Curtiss-Wright Aeronautical University was a flight school in Chicago, Illinois founded by aircraft manufacturer Curtiss-Wright. Open from 1929 until 1953, the university was the first accredited flight school in the Midwest which accepted black students and instructors. While it opened as an all-white school, after Cornelius Coffey and John C. Robinson threatened to sue the school for denying them entrance in 1930, the superintendent agreed to conduct segregated classes for black students if the two could prove that enough black students would enroll. The two founded the Challenger Air Pilots Association to develop the city's black aviation community, and by 1932 they had organized enough people to begin an all-black class. When the school lost access to its original airfield in 1933, its black students opened their own field due to the discrimination they faced at the city's other fields; originally located in the black community of Robbins, it later moved to 87th Street and Harlem Avenue in Chicago.
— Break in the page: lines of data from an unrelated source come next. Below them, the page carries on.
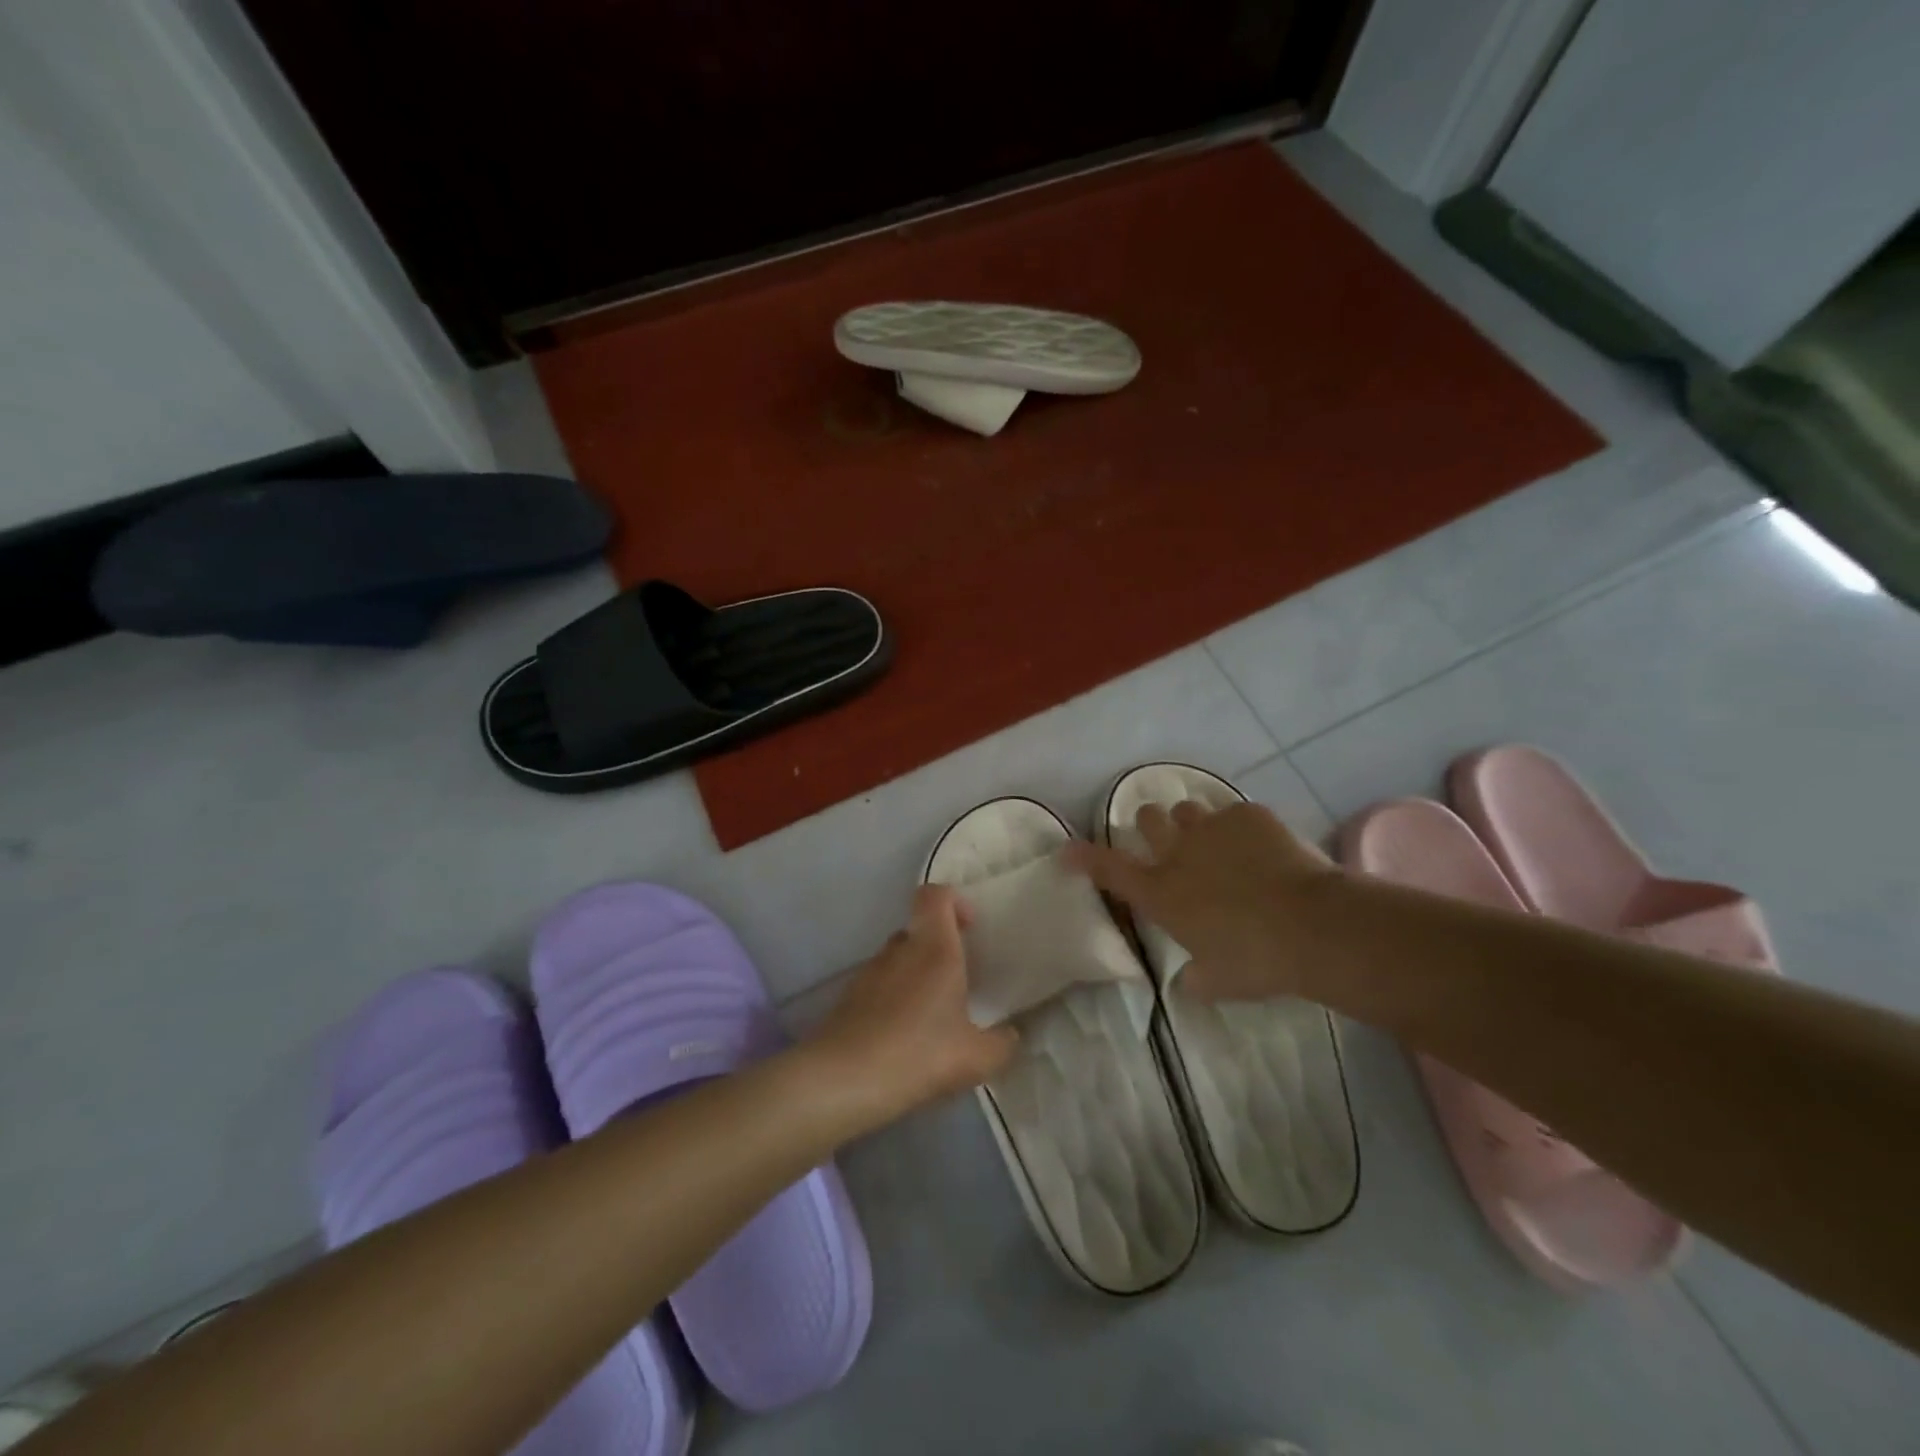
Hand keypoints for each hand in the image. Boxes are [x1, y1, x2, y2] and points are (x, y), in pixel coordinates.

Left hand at [809, 885, 1017, 1127]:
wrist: (843, 1080)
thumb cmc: (919, 1053)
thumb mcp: (977, 1057)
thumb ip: (1002, 1043)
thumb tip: (1010, 1036)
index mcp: (934, 948)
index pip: (935, 895)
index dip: (954, 901)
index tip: (971, 927)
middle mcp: (900, 950)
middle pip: (919, 928)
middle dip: (939, 946)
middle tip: (959, 979)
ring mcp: (869, 971)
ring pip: (898, 958)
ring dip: (916, 974)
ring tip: (933, 1014)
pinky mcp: (849, 997)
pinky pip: (879, 985)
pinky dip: (894, 999)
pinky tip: (905, 1036)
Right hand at [1065, 799, 1337, 1001]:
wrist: (1312, 926)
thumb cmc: (1256, 960)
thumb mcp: (1218, 982)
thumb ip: (1195, 978)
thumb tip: (1187, 981)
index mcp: (1161, 893)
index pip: (1108, 869)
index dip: (1084, 857)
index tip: (1068, 850)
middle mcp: (1178, 852)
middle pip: (1148, 819)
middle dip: (1150, 825)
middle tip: (1166, 841)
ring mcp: (1213, 827)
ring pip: (1187, 809)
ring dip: (1192, 823)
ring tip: (1213, 840)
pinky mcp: (1249, 815)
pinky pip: (1235, 812)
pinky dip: (1240, 827)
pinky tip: (1260, 846)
The school's students played an important role in both developing Chicago's black aviation community and fighting for equality and the growth of black aviation nationwide. Aside from Coffey and Robinson, its notable alumni included Willa Brown, Janet Bragg, and several of the Tuskegee Airmen.

The school operated out of a seven-story building located at 1338-1342 S. Michigan Avenue. The building was listed on the National Register of Historic Places on October 16, 2013, due to its association with the school.